### Dataset entries
━━━━━━
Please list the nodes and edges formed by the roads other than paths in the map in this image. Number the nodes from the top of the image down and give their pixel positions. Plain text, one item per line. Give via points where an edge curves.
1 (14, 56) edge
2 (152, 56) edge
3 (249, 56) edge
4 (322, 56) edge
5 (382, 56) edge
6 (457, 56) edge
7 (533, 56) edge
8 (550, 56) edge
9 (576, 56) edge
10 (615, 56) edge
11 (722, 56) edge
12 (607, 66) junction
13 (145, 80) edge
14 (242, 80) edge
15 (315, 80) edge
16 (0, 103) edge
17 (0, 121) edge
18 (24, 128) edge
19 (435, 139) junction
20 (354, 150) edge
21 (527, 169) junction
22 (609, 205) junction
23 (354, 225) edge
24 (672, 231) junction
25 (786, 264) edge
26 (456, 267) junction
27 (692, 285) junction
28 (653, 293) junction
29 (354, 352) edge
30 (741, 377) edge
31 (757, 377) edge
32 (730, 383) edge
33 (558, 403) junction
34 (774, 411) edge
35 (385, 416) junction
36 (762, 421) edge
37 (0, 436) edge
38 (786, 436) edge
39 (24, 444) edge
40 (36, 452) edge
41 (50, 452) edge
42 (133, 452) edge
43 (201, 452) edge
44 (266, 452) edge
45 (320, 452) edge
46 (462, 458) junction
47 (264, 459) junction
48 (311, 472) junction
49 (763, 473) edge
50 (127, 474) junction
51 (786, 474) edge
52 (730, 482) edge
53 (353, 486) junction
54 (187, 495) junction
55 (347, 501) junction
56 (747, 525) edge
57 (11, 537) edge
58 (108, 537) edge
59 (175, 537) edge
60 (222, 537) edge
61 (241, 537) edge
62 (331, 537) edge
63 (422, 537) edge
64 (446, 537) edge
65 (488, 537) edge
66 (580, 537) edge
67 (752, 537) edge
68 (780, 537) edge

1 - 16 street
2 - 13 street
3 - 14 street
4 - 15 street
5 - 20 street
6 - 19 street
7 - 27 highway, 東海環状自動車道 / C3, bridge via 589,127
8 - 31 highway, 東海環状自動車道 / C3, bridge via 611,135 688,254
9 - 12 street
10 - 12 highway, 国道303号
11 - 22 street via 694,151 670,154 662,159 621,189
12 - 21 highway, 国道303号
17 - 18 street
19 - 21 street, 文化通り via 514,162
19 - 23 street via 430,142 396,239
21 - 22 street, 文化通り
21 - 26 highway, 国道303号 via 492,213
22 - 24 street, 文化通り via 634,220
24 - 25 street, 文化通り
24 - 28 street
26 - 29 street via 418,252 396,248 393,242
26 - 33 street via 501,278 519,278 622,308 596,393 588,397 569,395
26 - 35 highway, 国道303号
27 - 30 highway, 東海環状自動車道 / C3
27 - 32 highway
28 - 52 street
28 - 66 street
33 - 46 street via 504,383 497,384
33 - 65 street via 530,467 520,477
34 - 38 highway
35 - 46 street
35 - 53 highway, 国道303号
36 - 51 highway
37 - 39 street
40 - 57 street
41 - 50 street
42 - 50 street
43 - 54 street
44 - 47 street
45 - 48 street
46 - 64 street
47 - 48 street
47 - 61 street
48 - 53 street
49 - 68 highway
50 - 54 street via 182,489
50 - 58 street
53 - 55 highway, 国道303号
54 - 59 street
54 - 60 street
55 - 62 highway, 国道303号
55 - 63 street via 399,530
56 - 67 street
━━━━━━
### Aim of the exercise
All the records, from the first line to the last: repeat them exactly.

### Worked solution
Please list the nodes and edges formed by the roads other than paths in the map in this image. Number the nodes from the top of the image down and give their pixel positions. Plain text, one item per line. Give via points where an edge curves.
1 (14, 56) edge
2 (152, 56) edge
3 (249, 56) edge
4 (322, 56) edge
5 (382, 56) edge
6 (457, 56) edge
7 (533, 56) edge
8 (550, 56) edge
9 (576, 56) edge
10 (615, 56) edge
11 (722, 56) edge
12 (607, 66) junction
13 (145, 80) edge
14 (242, 80) edge
15 (315, 80) edge
16 (0, 103) edge
17 (0, 121) edge
18 (24, 128) edge
19 (435, 139) junction
20 (354, 150) edge
21 (527, 169) junction
22 (609, 205) junction
23 (354, 225) edge
24 (672, 231) junction
25 (786, 264) edge
26 (456, 267) junction
27 (692, 285) junction
28 (653, 293) junction
29 (354, 352) edge
30 (741, 377) edge
31 (757, 377) edge
32 (730, 383) edge
33 (558, 403) junction
34 (774, 411) edge
35 (385, 416) junction
36 (762, 421) edge
37 (0, 436) edge
38 (786, 436) edge
39 (24, 444) edge
40 (36, 452) edge
41 (50, 452) edge
42 (133, 452) edge
43 (201, 452) edge
44 (266, 452) edge
45 (320, 452) edge
46 (462, 458) junction
47 (264, 459) junction
48 (311, 472) junction
49 (763, 473) edge
50 (127, 474) junction
51 (786, 474) edge
52 (730, 482) edge
53 (353, 486) junction
54 (187, 495) junction
55 (347, 501) junction
56 (747, 525) edge
57 (11, 537) edge
58 (108, 537) edge
59 (175, 537) edge
60 (222, 537) edge
61 (241, 537) edge
62 (331, 537) edge
63 (422, 537) edge
64 (446, 537) edge
65 (488, 537) edge
66 (580, 537) edge
67 (752, 537) edge
68 (780, 537) edge

1 - 16 street
2 - 13 street
3 - 14 street
4 - 15 street
5 - 20 street
6 - 19 street
7 - 27 highway, 東海環状自動車道 / C3, bridge via 589,127
8 - 31 highway, 東海環状自動車道 / C3, bridge via 611,135 688,254
9 - 12 street
10 - 12 highway, 国道303号
11 - 22 street via 694,151 670,154 662,159 621,189
12 - 21 highway, 国道303号
17 - 18 street
19 - 21 street, 文化通り via 514,162
19 - 23 street via 430,142 396,239
21 - 22 street, 文化通り
21 - 26 highway, 国道303号 via 492,213
22 - 24 street, 文化通り via 634,220
24 - 25 street, 文化通り
24 - 28 street
26 - 29 street via 418,252 396,248 393,242
26 - 33 street via 501,278 519,278 622,308 596,393 588,397 569,395
26 - 35 highway, 国道303号
27 - 30 highway, 東海環状自動車道 / C3
27 - 32 highway
28 - 52 street
28 - 66 street
33 - 46 street via 504,383 497,384
33 - 65 street via 530,467 520,477
34 - 38 highway
35 - 46 street
35 - 53 highway, 国道303号
36 - 51 highway
37 - 39 street
40 - 57 street
41 - 50 street
42 - 50 street
43 - 54 street
44 - 47 street
45 - 48 street
46 - 64 street
47 - 48 street
47 - 61 street
48 - 53 street
49 - 68 highway
50 - 54 street via 182,489
50 - 58 street
53 - 55 highway, 国道303号
54 - 59 street
54 - 60 street
55 - 62 highway, 国道303号
55 - 63 street via 399,530
56 - 67 street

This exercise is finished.